Axon Initial Segment Structural Plasticity is Involved in Seizure Susceptibility in a Rat Model of Cortical Dysplasia.

Cortical dysplasia is the most common etiology of intractable epilepsy. Both excitability changes in cortical neurons and neural network reconstitution play a role in cortical dysplasia epileptogenesis. Recent research shows that the axon initial segment, a subcompartment of the neuron important to the shaping of action potentials, adjusts its position in response to changes in input, which contributes to neuronal excitability and local circuit balance. It is unknown whether axon initial segment plasticity occurs in neurons involved in seizure susceptibility in cortical dysplasia.

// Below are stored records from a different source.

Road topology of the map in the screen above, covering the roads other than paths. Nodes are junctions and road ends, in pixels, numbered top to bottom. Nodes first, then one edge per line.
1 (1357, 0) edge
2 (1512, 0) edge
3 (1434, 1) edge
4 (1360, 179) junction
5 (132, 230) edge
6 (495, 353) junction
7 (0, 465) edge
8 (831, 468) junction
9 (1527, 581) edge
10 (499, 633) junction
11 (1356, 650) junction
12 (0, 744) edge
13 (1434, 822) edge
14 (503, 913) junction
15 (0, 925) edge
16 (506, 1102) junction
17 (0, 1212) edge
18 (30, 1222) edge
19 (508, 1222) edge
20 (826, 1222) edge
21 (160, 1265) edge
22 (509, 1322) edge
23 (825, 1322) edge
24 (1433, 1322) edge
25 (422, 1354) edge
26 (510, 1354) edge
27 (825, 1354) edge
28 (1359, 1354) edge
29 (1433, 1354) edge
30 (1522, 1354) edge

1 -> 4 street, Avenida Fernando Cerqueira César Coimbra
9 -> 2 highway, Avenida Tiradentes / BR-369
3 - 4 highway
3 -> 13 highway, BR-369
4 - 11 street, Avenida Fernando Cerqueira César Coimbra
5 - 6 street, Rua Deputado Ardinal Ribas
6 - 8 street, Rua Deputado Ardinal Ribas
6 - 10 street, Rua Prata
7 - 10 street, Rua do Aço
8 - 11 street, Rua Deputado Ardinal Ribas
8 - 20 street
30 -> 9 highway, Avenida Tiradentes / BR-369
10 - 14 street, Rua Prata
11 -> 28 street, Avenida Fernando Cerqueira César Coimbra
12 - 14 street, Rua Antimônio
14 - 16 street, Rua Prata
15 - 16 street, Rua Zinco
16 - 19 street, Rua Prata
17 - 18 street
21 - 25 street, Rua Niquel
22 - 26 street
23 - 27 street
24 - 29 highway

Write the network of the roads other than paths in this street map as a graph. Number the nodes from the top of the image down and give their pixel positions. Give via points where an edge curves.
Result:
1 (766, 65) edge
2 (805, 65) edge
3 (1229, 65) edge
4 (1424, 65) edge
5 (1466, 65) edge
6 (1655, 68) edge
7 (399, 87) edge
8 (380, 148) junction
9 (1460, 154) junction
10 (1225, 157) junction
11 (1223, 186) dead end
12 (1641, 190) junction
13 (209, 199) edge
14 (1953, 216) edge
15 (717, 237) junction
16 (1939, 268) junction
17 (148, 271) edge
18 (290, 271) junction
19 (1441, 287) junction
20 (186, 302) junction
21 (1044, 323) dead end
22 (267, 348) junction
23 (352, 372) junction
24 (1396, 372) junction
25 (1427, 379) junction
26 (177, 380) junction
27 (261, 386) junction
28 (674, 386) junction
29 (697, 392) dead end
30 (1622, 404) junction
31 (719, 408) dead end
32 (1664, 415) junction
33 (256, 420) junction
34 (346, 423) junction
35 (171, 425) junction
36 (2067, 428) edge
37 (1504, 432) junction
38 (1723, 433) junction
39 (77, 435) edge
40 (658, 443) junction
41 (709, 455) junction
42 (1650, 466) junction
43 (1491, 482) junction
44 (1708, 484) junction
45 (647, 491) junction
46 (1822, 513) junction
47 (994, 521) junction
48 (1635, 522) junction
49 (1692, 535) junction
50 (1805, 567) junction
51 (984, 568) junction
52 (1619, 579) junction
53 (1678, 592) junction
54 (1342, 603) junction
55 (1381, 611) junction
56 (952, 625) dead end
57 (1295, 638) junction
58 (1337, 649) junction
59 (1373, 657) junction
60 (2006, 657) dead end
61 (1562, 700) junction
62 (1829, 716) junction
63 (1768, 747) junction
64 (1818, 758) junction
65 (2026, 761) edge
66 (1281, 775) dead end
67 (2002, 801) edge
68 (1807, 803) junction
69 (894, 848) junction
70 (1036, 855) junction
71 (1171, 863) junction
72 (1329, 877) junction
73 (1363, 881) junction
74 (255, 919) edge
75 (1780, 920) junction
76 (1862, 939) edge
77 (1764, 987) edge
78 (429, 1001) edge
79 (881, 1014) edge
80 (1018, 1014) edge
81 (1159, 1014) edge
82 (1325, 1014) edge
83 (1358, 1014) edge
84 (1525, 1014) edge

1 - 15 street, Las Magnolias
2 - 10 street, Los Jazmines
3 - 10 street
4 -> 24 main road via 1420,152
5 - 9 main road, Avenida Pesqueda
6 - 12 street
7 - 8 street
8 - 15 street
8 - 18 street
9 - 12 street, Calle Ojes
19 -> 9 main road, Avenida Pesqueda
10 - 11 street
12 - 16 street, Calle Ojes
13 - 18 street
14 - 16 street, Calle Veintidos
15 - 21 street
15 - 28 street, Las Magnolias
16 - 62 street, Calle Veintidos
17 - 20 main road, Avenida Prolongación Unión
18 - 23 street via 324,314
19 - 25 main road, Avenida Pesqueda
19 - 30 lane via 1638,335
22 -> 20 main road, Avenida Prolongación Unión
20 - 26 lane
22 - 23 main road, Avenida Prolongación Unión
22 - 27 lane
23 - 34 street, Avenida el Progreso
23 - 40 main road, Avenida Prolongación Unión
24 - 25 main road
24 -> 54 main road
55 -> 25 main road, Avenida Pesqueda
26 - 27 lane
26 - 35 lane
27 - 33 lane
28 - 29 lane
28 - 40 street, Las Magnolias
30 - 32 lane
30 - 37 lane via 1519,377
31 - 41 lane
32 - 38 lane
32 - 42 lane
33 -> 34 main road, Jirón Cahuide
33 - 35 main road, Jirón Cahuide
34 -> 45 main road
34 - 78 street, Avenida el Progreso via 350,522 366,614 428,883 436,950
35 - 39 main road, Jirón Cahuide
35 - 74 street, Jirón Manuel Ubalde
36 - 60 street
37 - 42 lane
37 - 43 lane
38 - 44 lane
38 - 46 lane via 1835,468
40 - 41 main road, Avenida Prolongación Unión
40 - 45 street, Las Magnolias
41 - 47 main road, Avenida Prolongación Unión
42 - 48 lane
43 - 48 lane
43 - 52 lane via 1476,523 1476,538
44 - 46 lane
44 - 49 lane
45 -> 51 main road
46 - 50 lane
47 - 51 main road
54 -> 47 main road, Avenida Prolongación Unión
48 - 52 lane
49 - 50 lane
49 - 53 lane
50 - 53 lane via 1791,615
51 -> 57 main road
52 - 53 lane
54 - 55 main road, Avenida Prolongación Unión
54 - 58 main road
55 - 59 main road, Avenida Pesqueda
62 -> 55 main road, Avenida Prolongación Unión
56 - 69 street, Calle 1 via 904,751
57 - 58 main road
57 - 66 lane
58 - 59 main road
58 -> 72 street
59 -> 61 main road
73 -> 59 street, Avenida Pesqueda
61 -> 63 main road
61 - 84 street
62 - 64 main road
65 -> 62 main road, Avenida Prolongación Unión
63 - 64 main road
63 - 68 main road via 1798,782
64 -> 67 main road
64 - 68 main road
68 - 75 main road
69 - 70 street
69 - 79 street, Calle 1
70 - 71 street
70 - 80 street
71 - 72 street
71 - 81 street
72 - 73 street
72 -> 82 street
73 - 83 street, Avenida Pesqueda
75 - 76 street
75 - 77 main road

Here, we developed a "Carmustine"- "pilocarpine" rat model of cortical dysplasia and show that it exhibits a lower seizure threshold, as indicated by behavior studies and electroencephalogram monitoring. Using immunofluorescence, we measured the axon initial segment positions of deep L5 somatosensory neurons and show that it is positioned closer to the soma after acute seizure, and that this displacement is sustained in the chronic phase. We then show that Nifedipine has a dose-dependent protective effect against axon initial segment displacement and increased seizure susceptibility. These findings further our understanding of the pathophysiology of seizures in cortical dysplasia and suggests Nifedipine as a potential therapeutic agent.